**WHAT YOU HAVE TO DO**
An exact copy of all the entries is needed, with no images in it.

Saved data entries:
┄┄┄┄┄┄┄┄┄┄┄┄┄┄┄┄┄┄┄┄

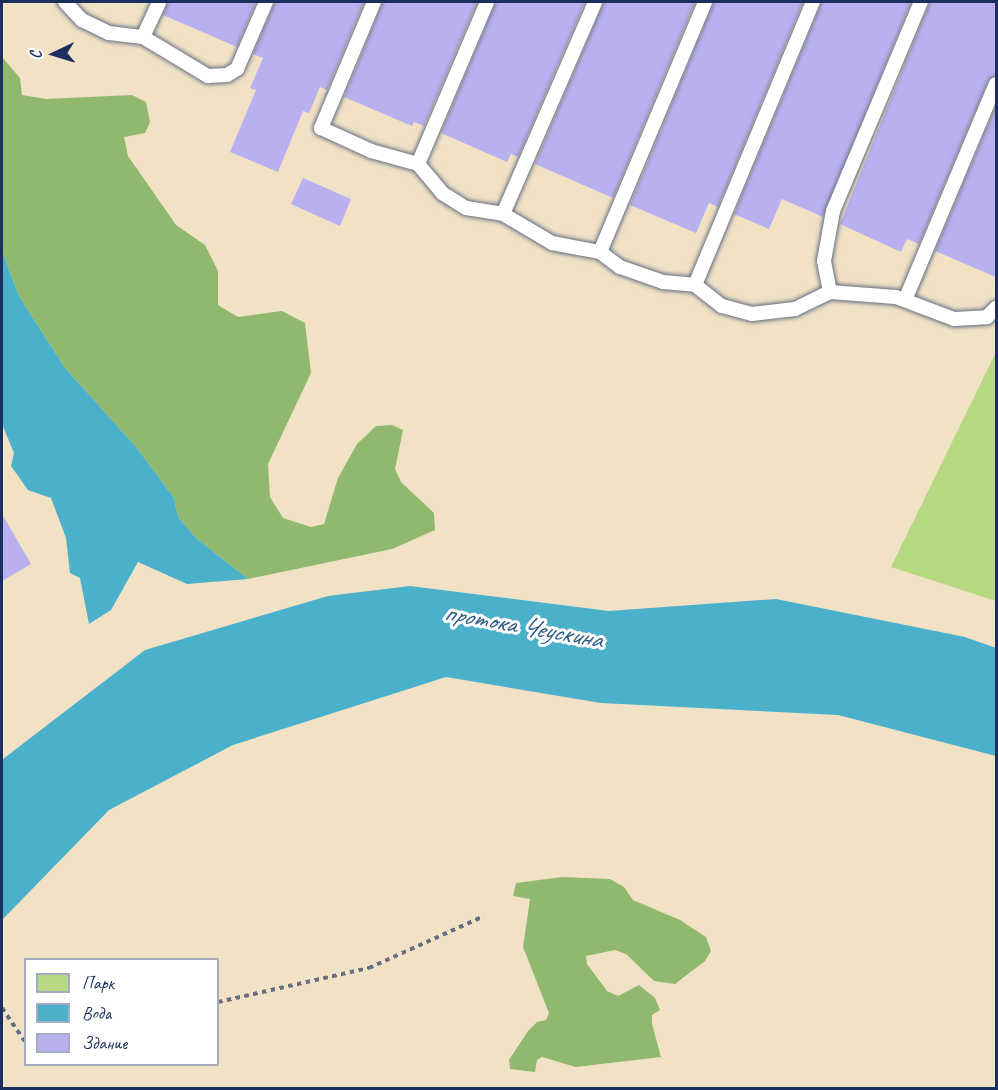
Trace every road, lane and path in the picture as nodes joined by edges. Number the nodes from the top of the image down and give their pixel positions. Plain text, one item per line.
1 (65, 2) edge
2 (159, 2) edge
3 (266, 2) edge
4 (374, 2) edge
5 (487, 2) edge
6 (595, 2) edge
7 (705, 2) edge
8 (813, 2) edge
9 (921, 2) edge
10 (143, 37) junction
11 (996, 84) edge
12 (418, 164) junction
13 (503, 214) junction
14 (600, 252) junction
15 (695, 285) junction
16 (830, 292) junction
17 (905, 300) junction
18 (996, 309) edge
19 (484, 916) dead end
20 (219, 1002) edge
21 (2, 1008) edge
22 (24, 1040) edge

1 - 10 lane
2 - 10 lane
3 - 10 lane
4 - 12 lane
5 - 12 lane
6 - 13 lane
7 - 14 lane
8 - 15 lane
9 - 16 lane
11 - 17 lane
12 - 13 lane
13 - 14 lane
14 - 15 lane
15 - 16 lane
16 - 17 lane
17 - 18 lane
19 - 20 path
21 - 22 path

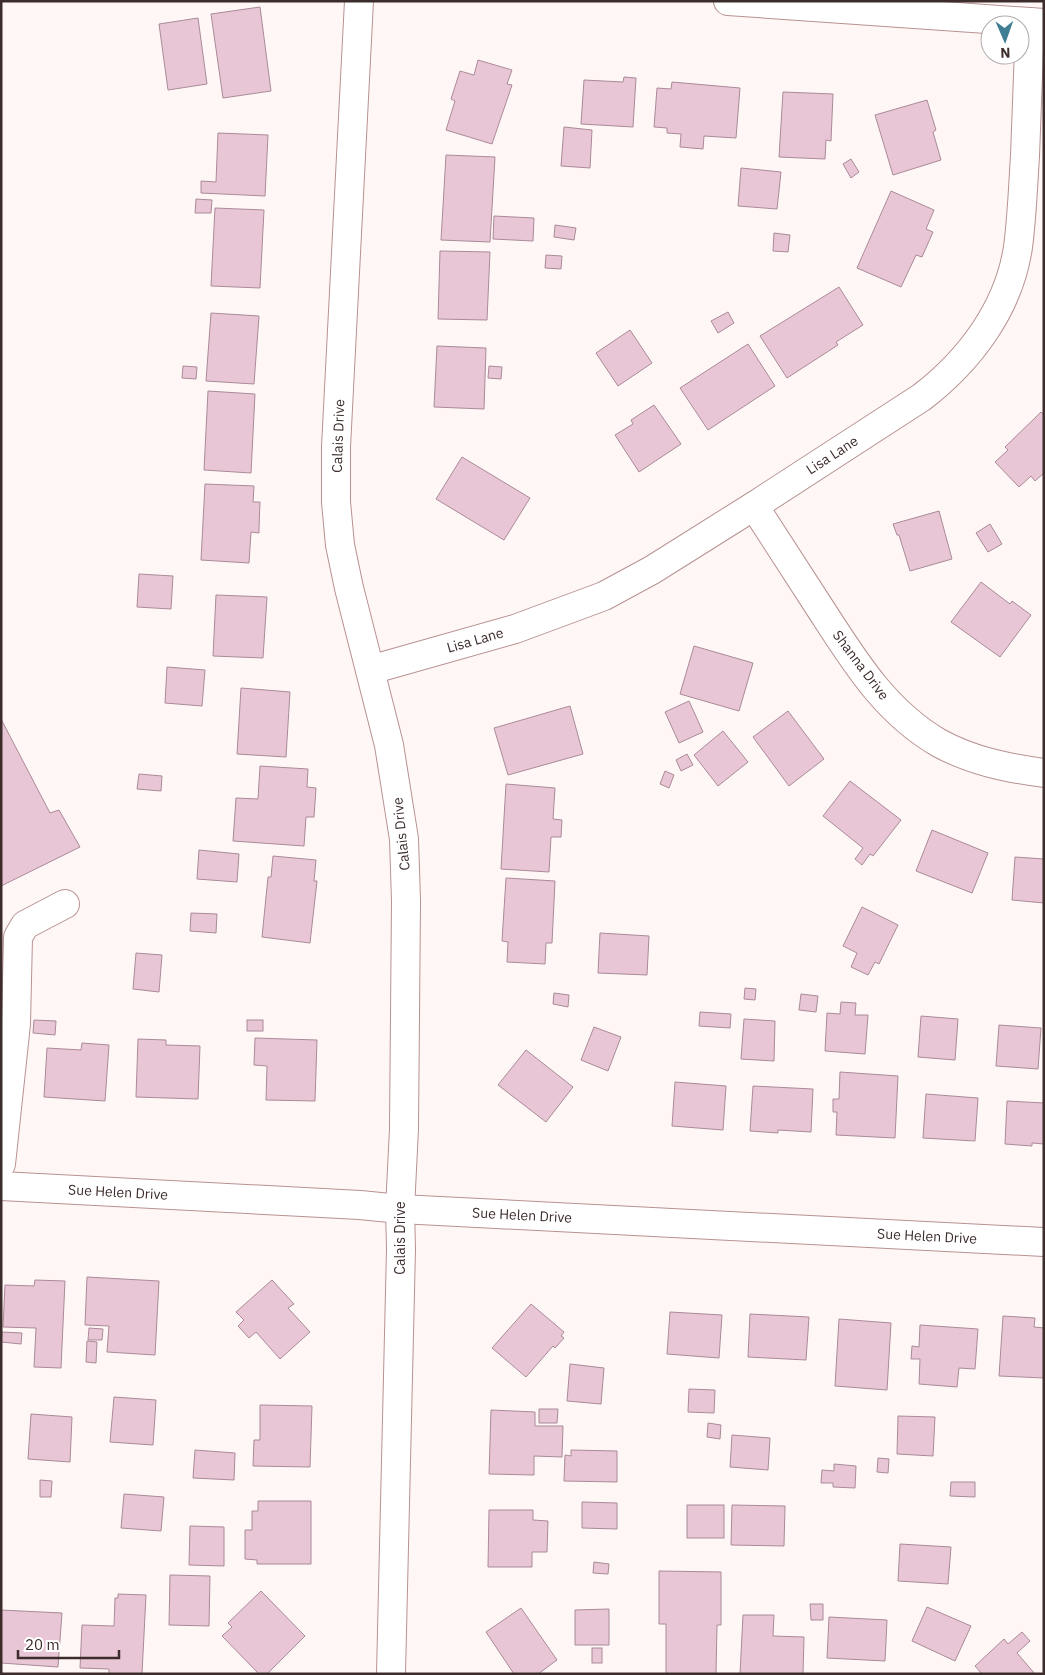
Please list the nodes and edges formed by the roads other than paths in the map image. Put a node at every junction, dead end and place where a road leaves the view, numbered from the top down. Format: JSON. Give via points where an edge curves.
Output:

┄┄┄┄┄┄┄┄┄┄┄┄┄┄┄┄┄┄┄┄

**PROBLEM SOLUTION**
Trace every road, lane and path in the picture as nodes joined by edges. Number the nodes from the top of the image down and give their pixel positions. Plain text, one item per line.
1 (65, 2) edge
2 (159, 2) edge
3 (266, 2) edge
4 (374, 2) edge
5 (487, 2) edge
6 (595, 2) edge
7 (705, 2) edge
8 (813, 2) edge
9 (921, 2) edge
10 (143, 37) junction
11 (996, 84) edge
12 (418, 164) junction
13 (503, 214) junction
14 (600, 252) junction
15 (695, 285) junction
16 (830, 292) junction
17 (905, 300) junction
18 (996, 309) edge
19 (484, 916) dead end
20 (219, 1002) edge
21 (2, 1008) edge
22 (24, 1040) edge

1 - 10 lane
2 - 10 lane
3 - 10 lane
4 - 12 lane
5 - 12 lane
6 - 13 lane
7 - 14 lane
8 - 15 lane
9 - 16 lane
11 - 17 lane
12 - 13 lane
13 - 14 lane
14 - 15 lane
15 - 16 lane
16 - 17 lane
17 - 18 lane
19 - 20 path
21 - 22 path

Please list the nodes and edges formed by the roads other than paths in the map image. Put a node at every junction, dead end and place where a road leaves the view, numbered from the top down. Format: JSON. Give via points where an edge curves.
Output:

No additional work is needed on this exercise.